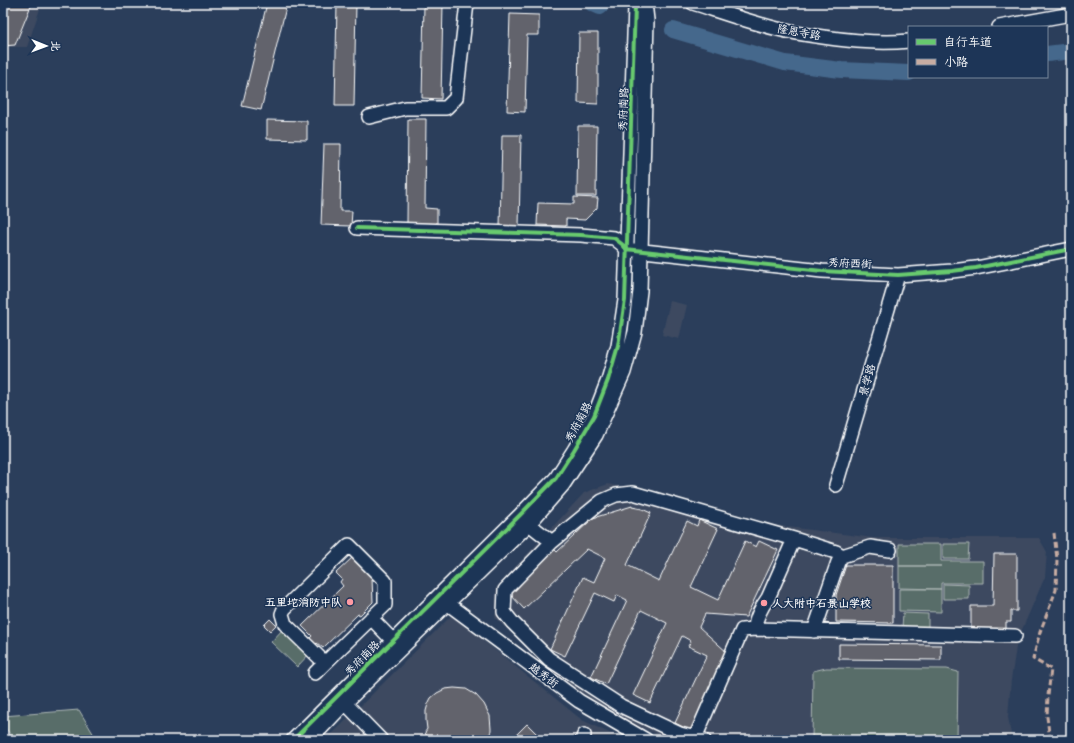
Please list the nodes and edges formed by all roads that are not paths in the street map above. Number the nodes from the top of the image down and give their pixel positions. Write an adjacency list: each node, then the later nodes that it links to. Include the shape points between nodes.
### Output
1 (467, 3): 8 (street, via 456,98 446,108 405,108)
2 (637, 3): 10 (street, 秀府南路)
3 (645, 3): 12 (street, 秀府南路, via 647,20)
4 (693, 3): 7 (street, 隆恩寺路, via 779,30 866,42)
5 (1071, 14): 6 (street)
6 (1005, 26)
7 (908, 41)
8 (368, 117)
9 (357, 228): 10 (street, via 614,238)
10 (626, 249): 12 (street, 秀府西街); 15 (street, 秀府南路, via 625,300 618,346 608,380 594,416 574,450)
11 (1071, 249): 13 (street, 秀府西街, via 976,268)
12 (642, 251): 13 (street, 秀府西街, via 822,271); 15 (street, 秀府南路, via 635,332 621,379 596,435 563,485)
13 (898, 275): 14 (street, 景学路)
14 (836, 485)
15 (525, 519): 17 (street); 20 (street, 秀府南路); 25 (street, 秀府南路)
16 (794, 539): 17 (street, via 633,493 616,495 602,501); 19 (street); 22 (street)
17 (552, 542): 29 (street, via 505,590 504,612 549,660 621,706 680,734)
18 (890, 550): 19 (street, via 870,547)
19 (842, 556): 23 (street)
20 (447, 603): 25 (street, 秀府南路); 33 (street, 越秀街, via 579,701)
21 (371, 618): 25 (street); 26 (street); 26 (street, via 385,605 385,581 349,545 284,609 282,614 285,624)
22 (754, 629): 23 (street); 29 (street, via 742,630)
23 (814, 631): 24 (street)
24 (1015, 636)
25 (397, 644): 28 (street, 秀府南路); 30 (street, 秀府南路)
26 (325, 663): 27 (street)
27 (315, 673)
28 (344, 703): 31 (street, 秀府南路); 32 (street)
29 (700, 739)
30 (293, 740)
31 (310, 740)
32 (381, 740)
33 (646, 740)

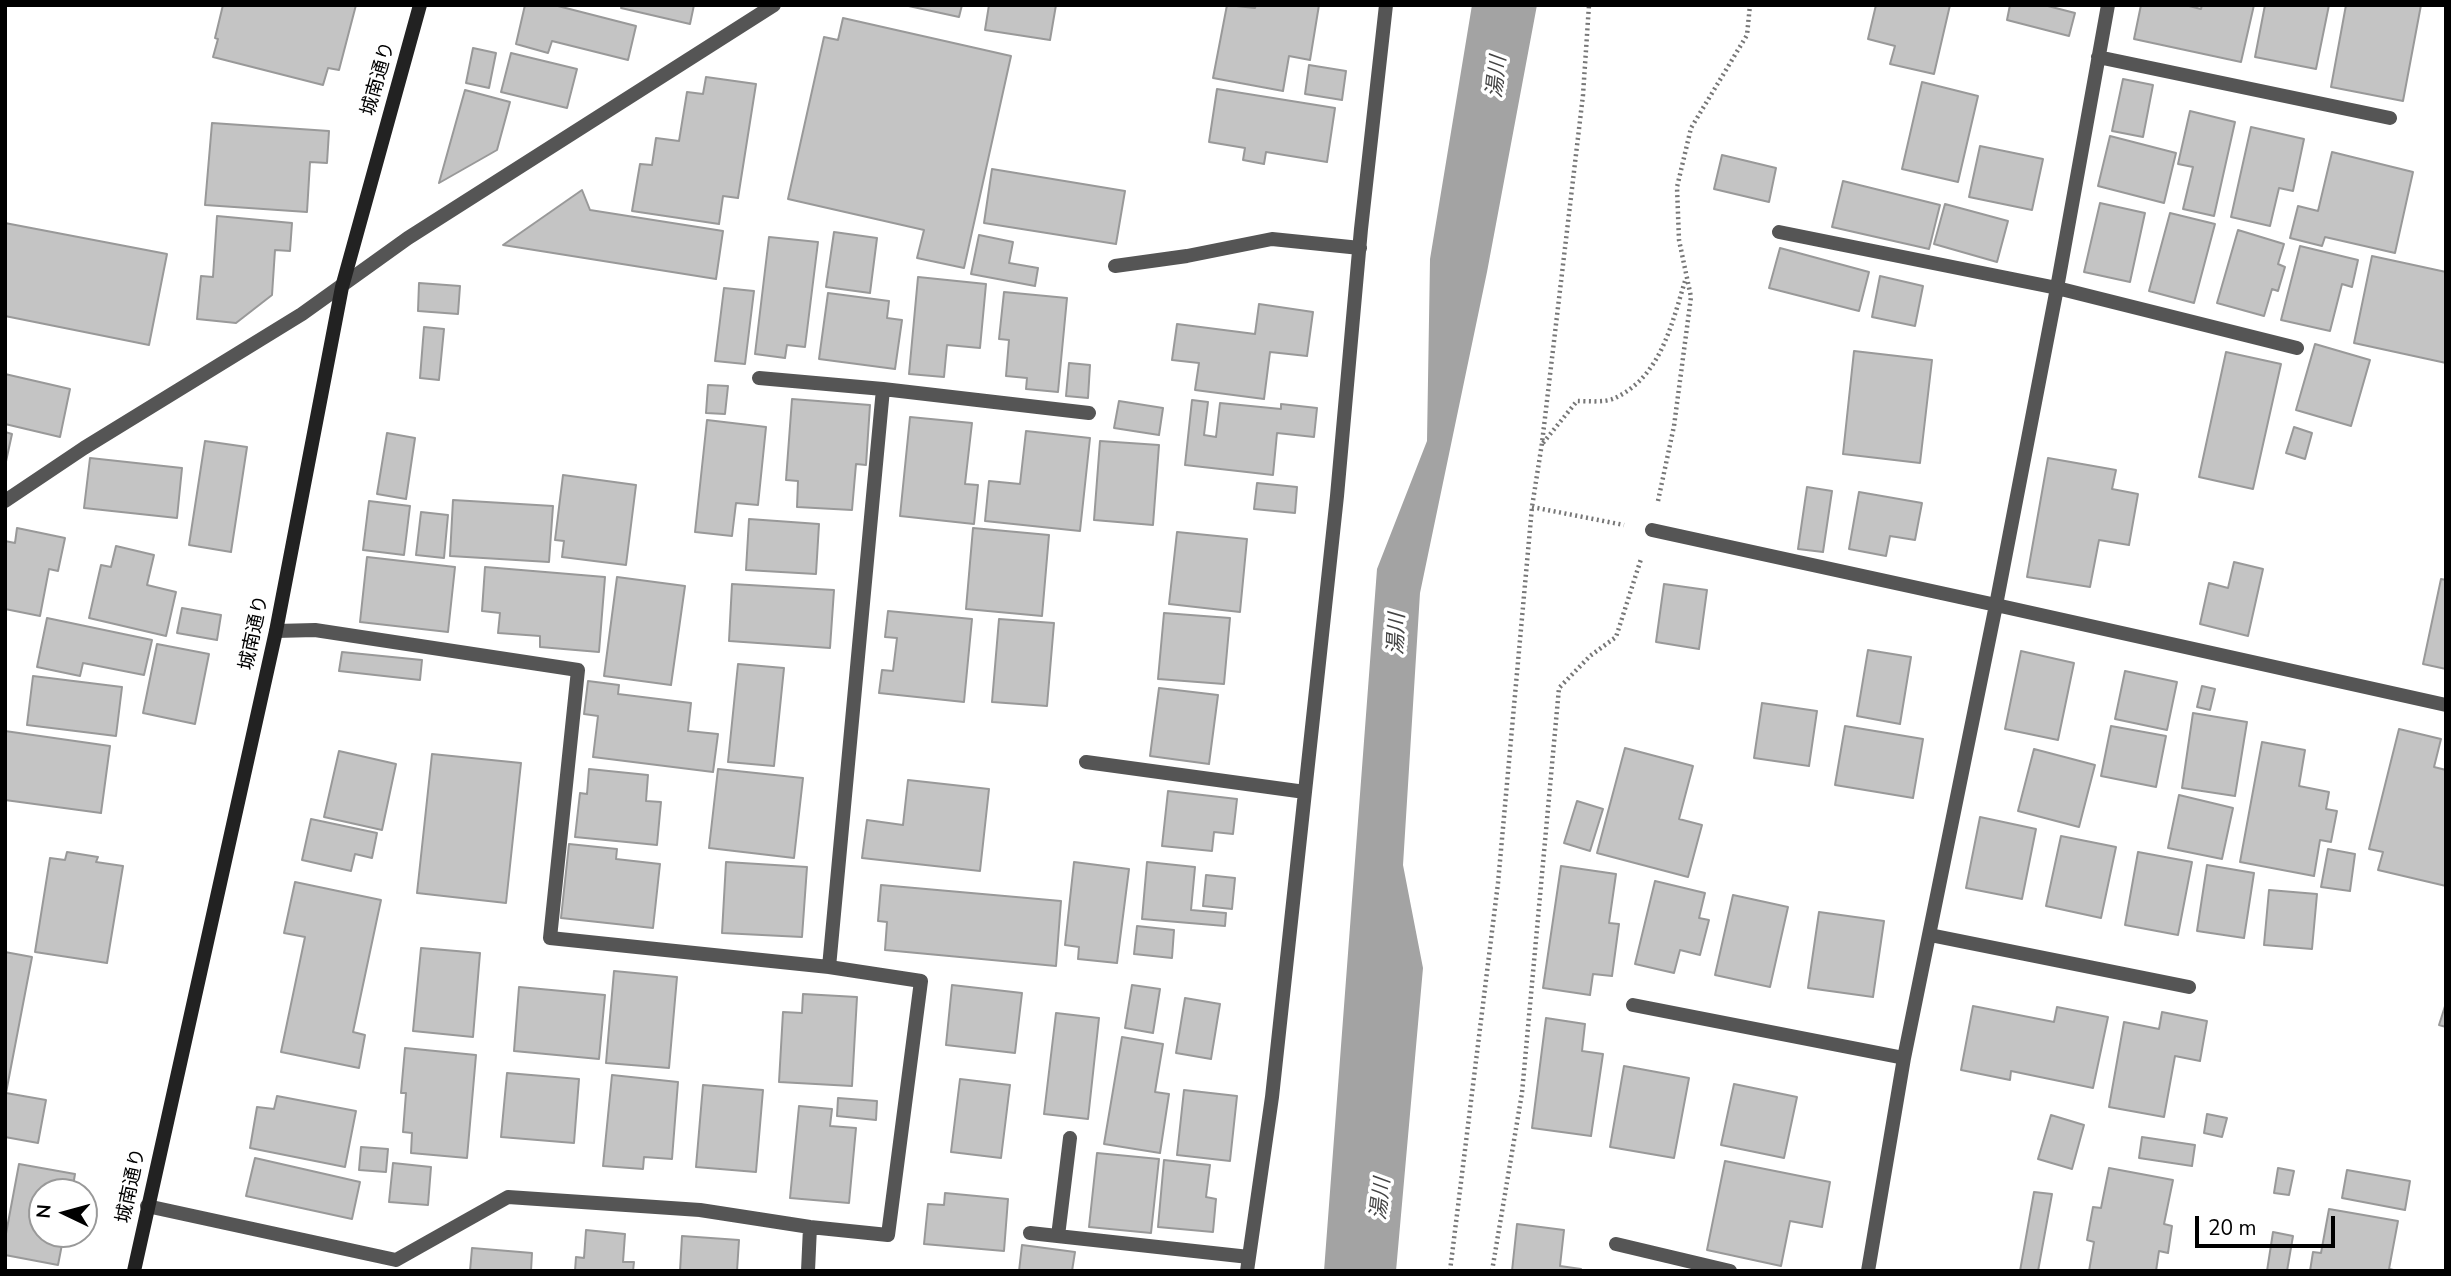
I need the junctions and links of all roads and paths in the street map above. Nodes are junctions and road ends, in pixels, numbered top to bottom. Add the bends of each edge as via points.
1 (420, 5) edge
2 (774, 5) edge
3 (1386, 5) edge
4 (1589, 5) edge
5 (1750, 5) edge
6 (2104, 6) edge
7 (2098, 57) junction
8 (2390, 118) dead end
9 (1779, 232) dead end
10 (1360, 248) junction
11 (1115, 266) dead end
12 (1686, 276) junction
13 (342, 287) junction
14 (2057, 288) junction
15 (2297, 348) dead end
16 (759, 378) dead end
17 (883, 389) junction
18 (1088, 413) dead end
19 (1542, 443) junction
20 (5, 501) edge
21 (1532, 507) junction
22 (1652, 530) junction
23 (1996, 605) junction
24 (276, 631) junction
25 (2446, 705) edge
26 (1086, 762) dead end
27 (1305, 792) junction
28 (1930, 935) junction
29 (829, 967) junction
30 (2189, 987) dead end
31 (1633, 1005) dead end
32 (1904, 1058) junction
33 (1070, 1138) dead end
34 (147, 1206) junction
35 (810, 1227) junction
36 (1030, 1233) dead end
37 (1058, 1236) junction
38 (1616, 1244) dead end
39 (1248, 1264) edge
40 (134, 1271) edge
41 (808, 1271) edge
42 (1450, 1271) edge
43 (1492, 1271) edge
44 (1730, 1271) edge
45 (1868, 1271) edge

1 - 13 main road, 城南通り
2 - 13 street via 408,238
3 - 10 street
4 - 19 path via 1583,95
5 - 12 path via 1747,35 1688,139 1677,187
6 - 7 street
7 - 8 street
7 - 14 street
9 - 14 street
10 - 11 street via 1272,239
10 - 27 street
12 - 19 path via 1659,358 1635,385 1613,399 1577,401
12 - 22 path via 1691,297 1687,337
13 - 20 street
13 - 24 main road, 城南通り
14 - 15 street
14 - 23 street
16 - 17 street
17 - 18 street
17 - 29 street
19 - 21 path
21 - 22 path
21 - 42 path via 1499,883
22 - 23 street
22 - 43 path via 1616,637 1559,688 1522,1093
23 - 25 street
23 - 28 street
24 - 29 street via 315,630 578,670 550,938
24 - 34 main road, 城南通り
26 - 27 street
27 - 39 street via 1272,1097
28 - 30 street
28 - 32 street
29 - 35 street via 921,981 888,1236
31 - 32 street
32 - 45 street
33 - 37 street
34 - 35 street via 396,1260 508,1197 700,1210
34 - 40 main road, 城南通り
35 - 41 street
36 - 37 street
37 - 39 street
38 - 44 street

## Aim of the exercise
Search the records above for the string "dead" and copy each line that holds it.

## Output
8 (2390, 118) dead end
9 (1779, 232) dead end
11 (1115, 266) dead end
15 (2297, 348) dead end
16 (759, 378) dead end
18 (1088, 413) dead end
26 (1086, 762) dead end
30 (2189, 987) dead end
31 (1633, 1005) dead end
33 (1070, 1138) dead end
36 (1030, 1233) dead end
38 (1616, 1244) dead end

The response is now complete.